== Given records ==

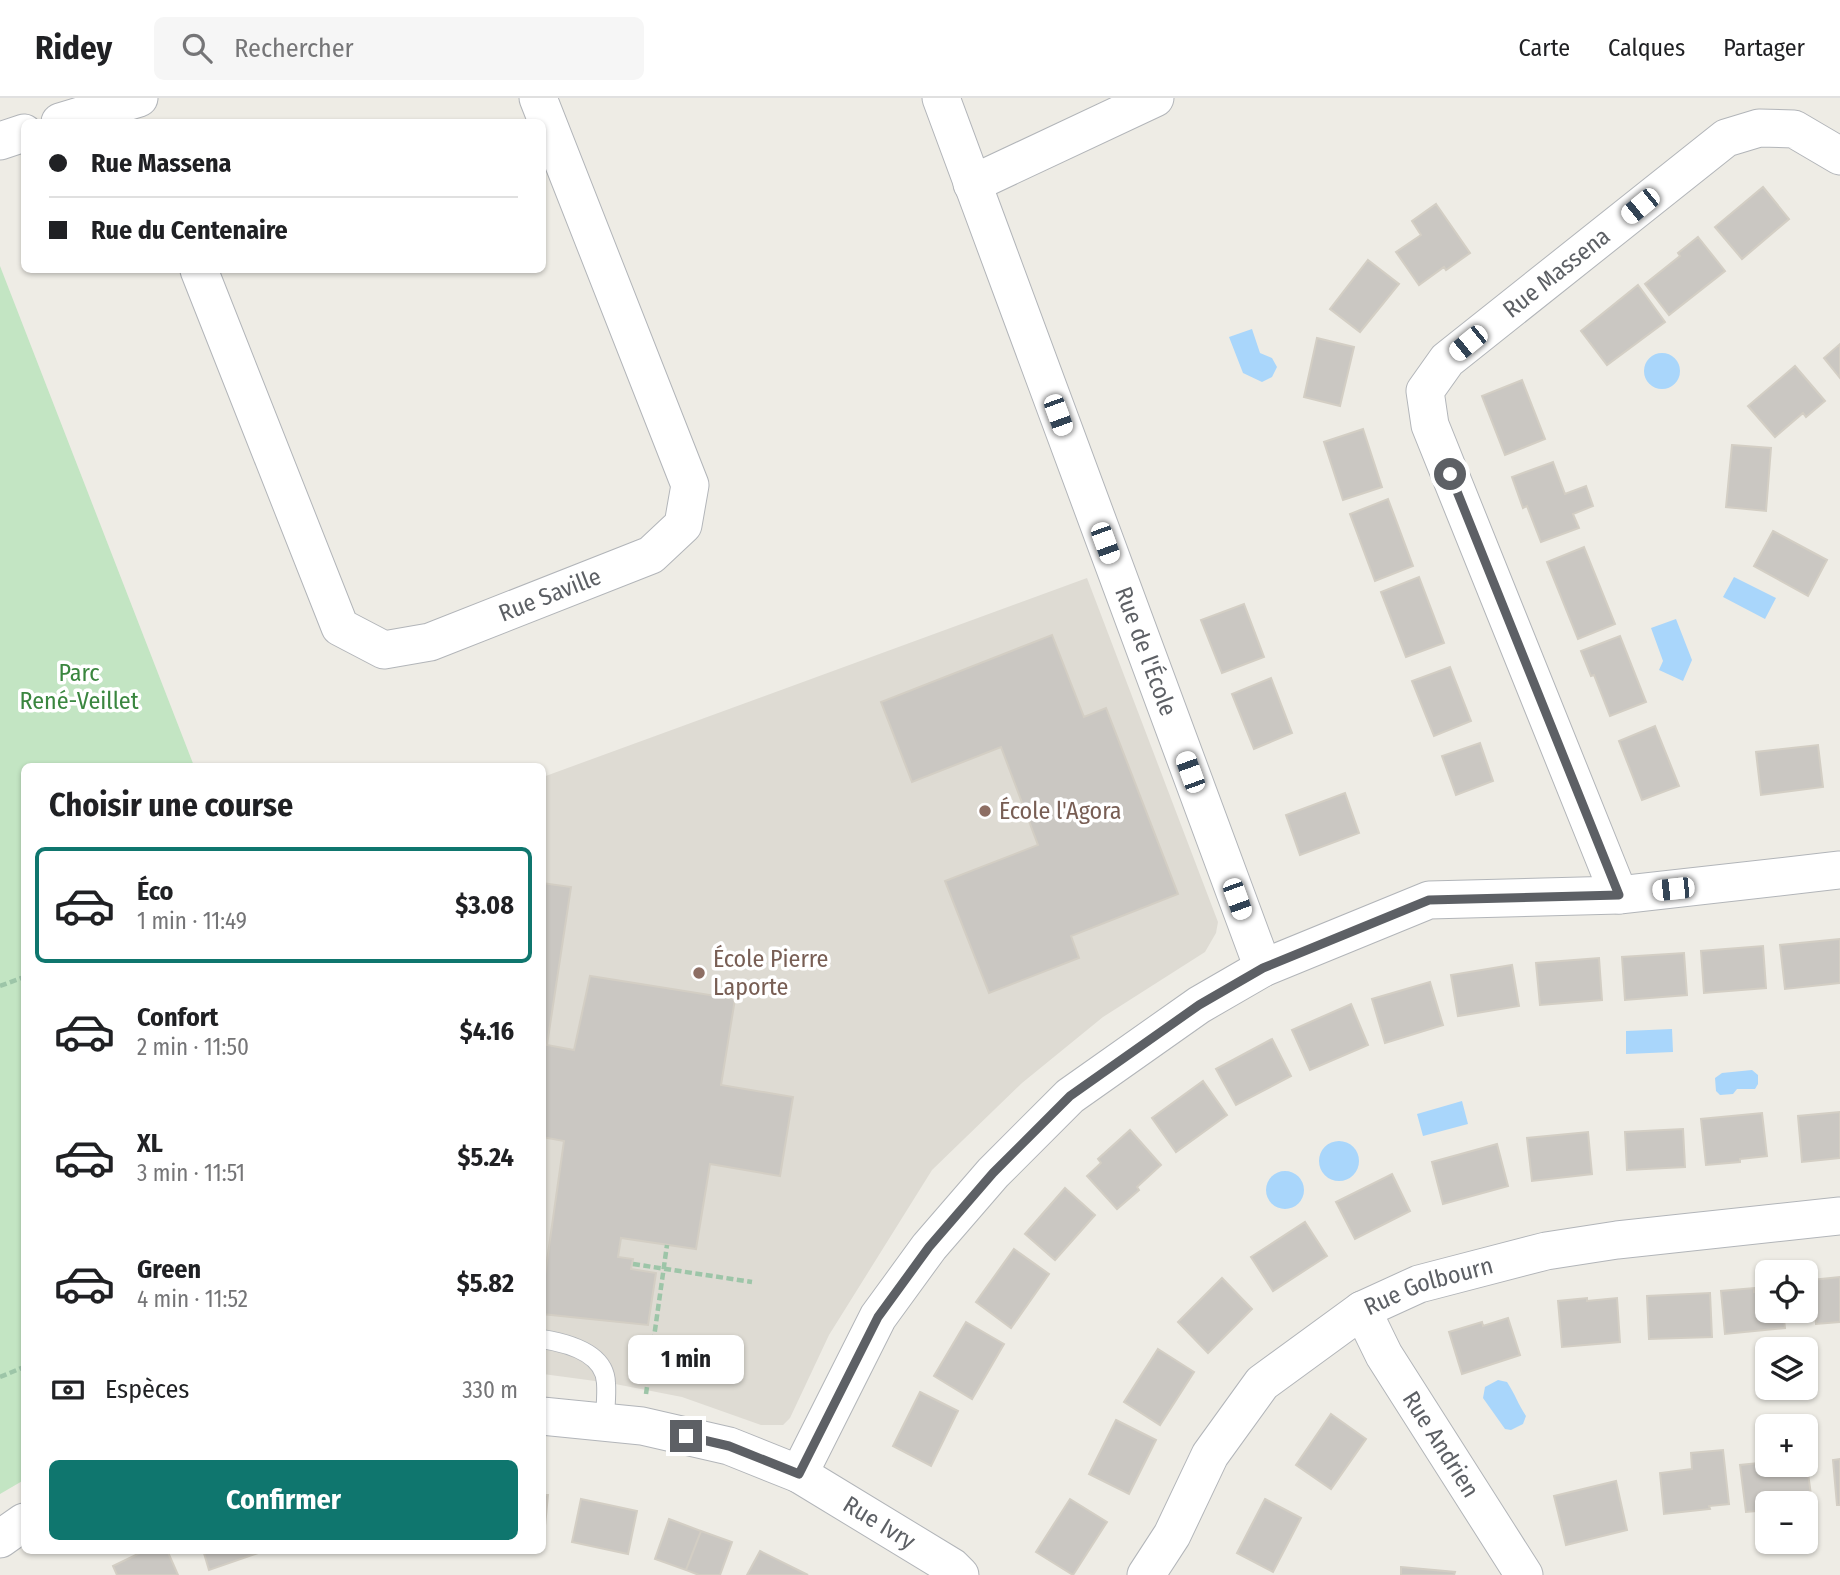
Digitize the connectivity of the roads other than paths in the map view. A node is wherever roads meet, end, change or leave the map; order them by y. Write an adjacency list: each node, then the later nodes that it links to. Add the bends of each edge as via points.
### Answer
1 (538, 98): 10 (street, Rue Saville, via 690,485 683,524 651,555 430,642 384,650 340,627)
2 (940, 98): 9 (street, Rue de l'École)
3 (1155, 98): 9 (street)
4 (138, 107): 5 (street)
5 (76, 119)
6 (21, 134): 7 (street)
7 (0, 141)
8 (1840, 156): 12 (street, Rue Massena, via 1794,129 1759,128 1727,138 1447,360 1426,391 1430,425)
9 (972, 184): 13 (street, Rue de l'École)
10 (200, 273)
11 (1840, 870): 12 (street)
12 (1619, 895): 13 (street, via 1429,900)
13 (1263, 968): 19 (street, via 1199,1005 1070,1096 993,1173 929,1247 878,1317)
14 (1840, 1216): 15 (street, Rue Golbourn, via 1546,1251 1419,1284)
15 (1362, 1310): 23 (street, Rue Golbourn, via 1262,1383 1210,1455 1172,1535); 24 (street, Rue Andrien, via 1384,1355)
16 (546, 1340): 18 (lane, via 566,1343 599,1363 606,1380)
17 (546, 1416): 18 (street, Rue Ivry)
18 (605, 1422): 19 (street, Rue Ivry, via 729,1446)
19 (799, 1474): 22 (street, Rue Ivry)
20 (21, 1524): 21 (street)
21 (0, 1539)
22 (960, 1575)
23 (1146, 1575)
24 (1524, 1575)

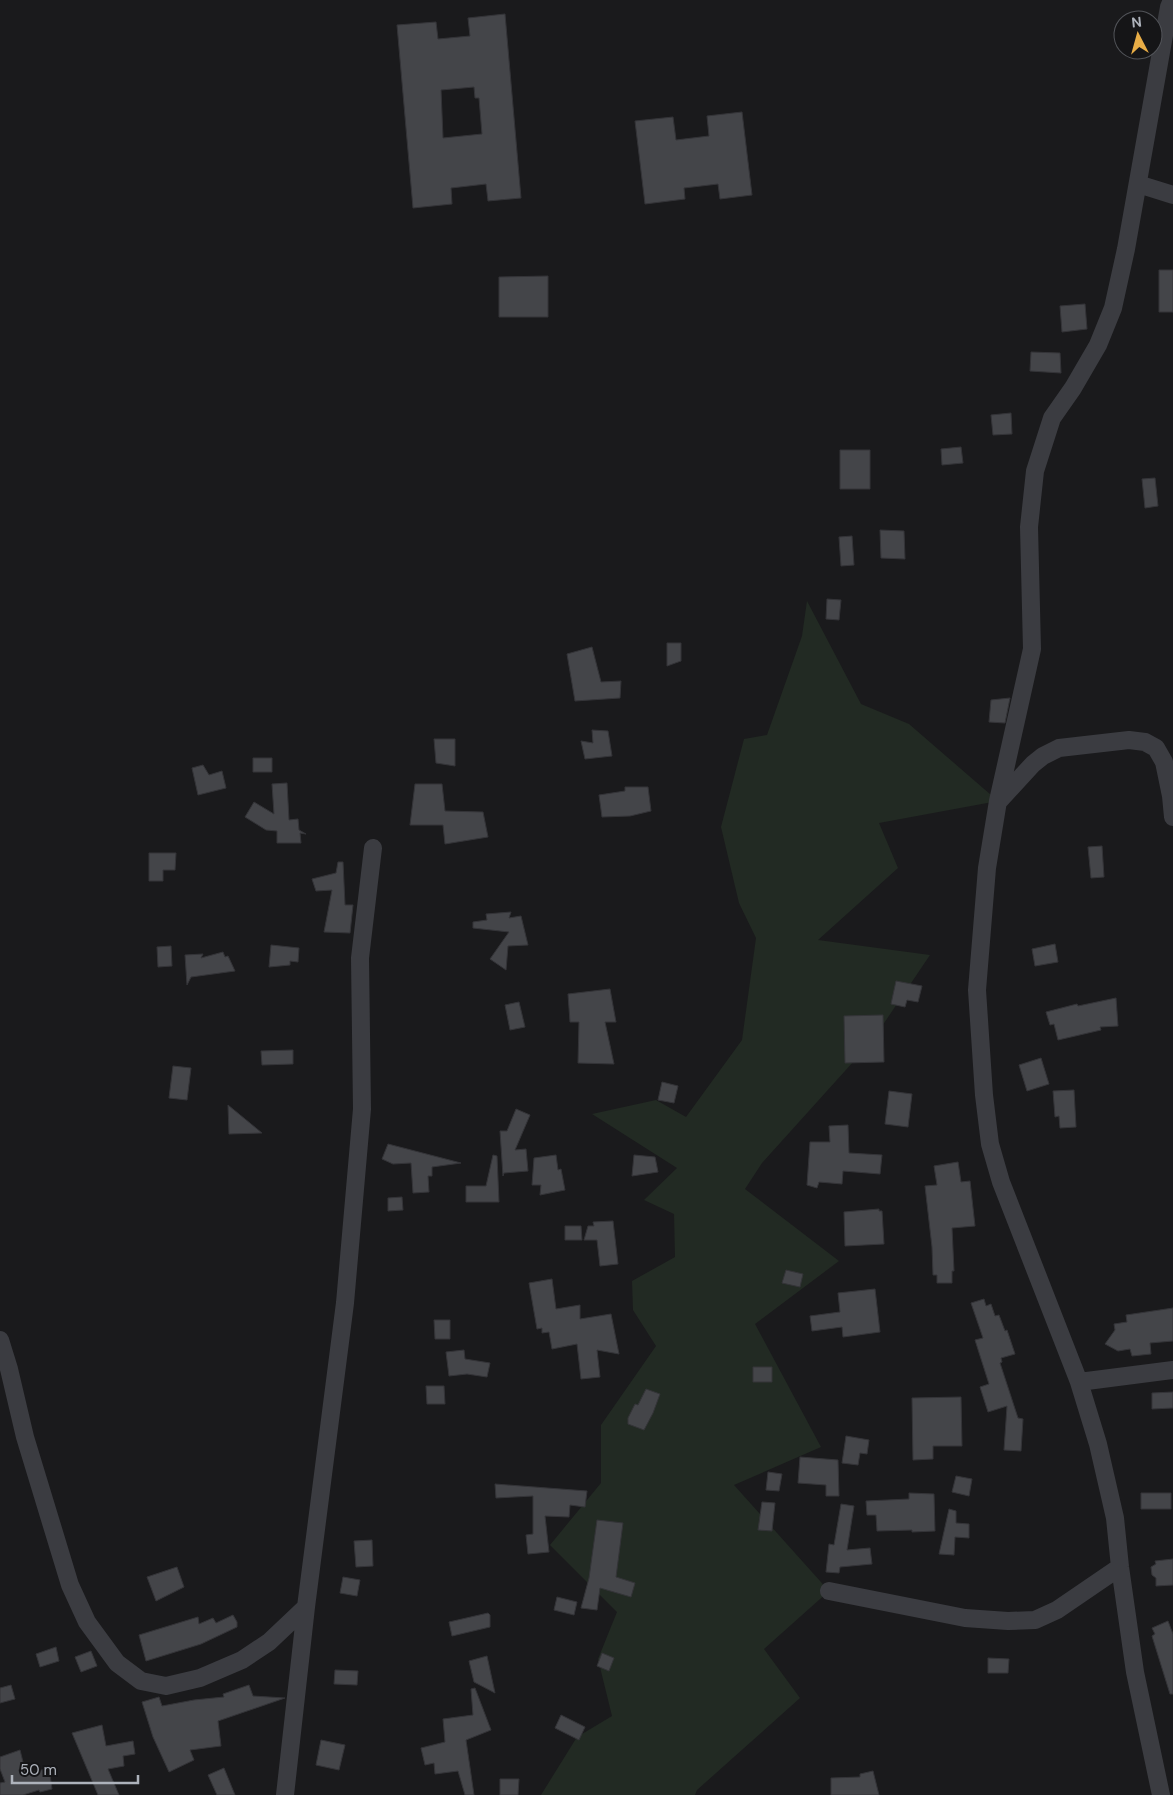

===

What you will do
Could you please repeat the entries above exactly, with every picture left out?

Task solution
Digitize the connectivity of the roads other than paths in the map view. A node is wherever roads meet, end, change or leave the map; order them by y. Write an adjacency list: each node, then the later nodes that it links to. Add the bends of each edge as via points.
### Answer
1 (538, 98): 10 (street, Rue Saville, via 690,485 683,524 651,555 430,642 384,650 340,627)
2 (940, 98): 9 (street, Rue de l'École)
3 (1155, 98): 9 (street)
4 (138, 107): 5 (street)
5 (76, 119)
6 (21, 134): 7 (street)
7 (0, 141)
8 (1840, 156): 12 (street, Rue Massena, via 1794,129 1759,128 1727,138 1447,360 1426,391 1430,425)
9 (972, 184): 13 (street, Rue de l'École)
10 (200, 273)
11 (1840, 870): 12 (street)
12 (1619, 895): 13 (street, via 1429,900)
13 (1263, 968): 19 (street, via 1199,1005 1070,1096 993,1173 929,1247 878,1317)
14 (1840, 1216): 15 (street, Rue Golbourn, via 1546,1251 1419,1284)
15 (1362, 1310): 23 (street, Rue Golbourn, via 1262,1383 1210,1455 1172,1535); 24 (street, Rue Andrien, via 1384,1355)
16 (546, 1340): 18 (lane, via 566,1343 599,1363 606,1380)
17 (546, 1416): 18 (street, Rue Ivry)
18 (605, 1422): 19 (street, Rue Ivry, via 729,1446)
19 (799, 1474): 22 (street, Rue Ivry)
20 (21, 1524): 21 (street)
21 (0, 1539)
22 (960, 1575)
23 (1146, 1575)
24 (1524, 1575)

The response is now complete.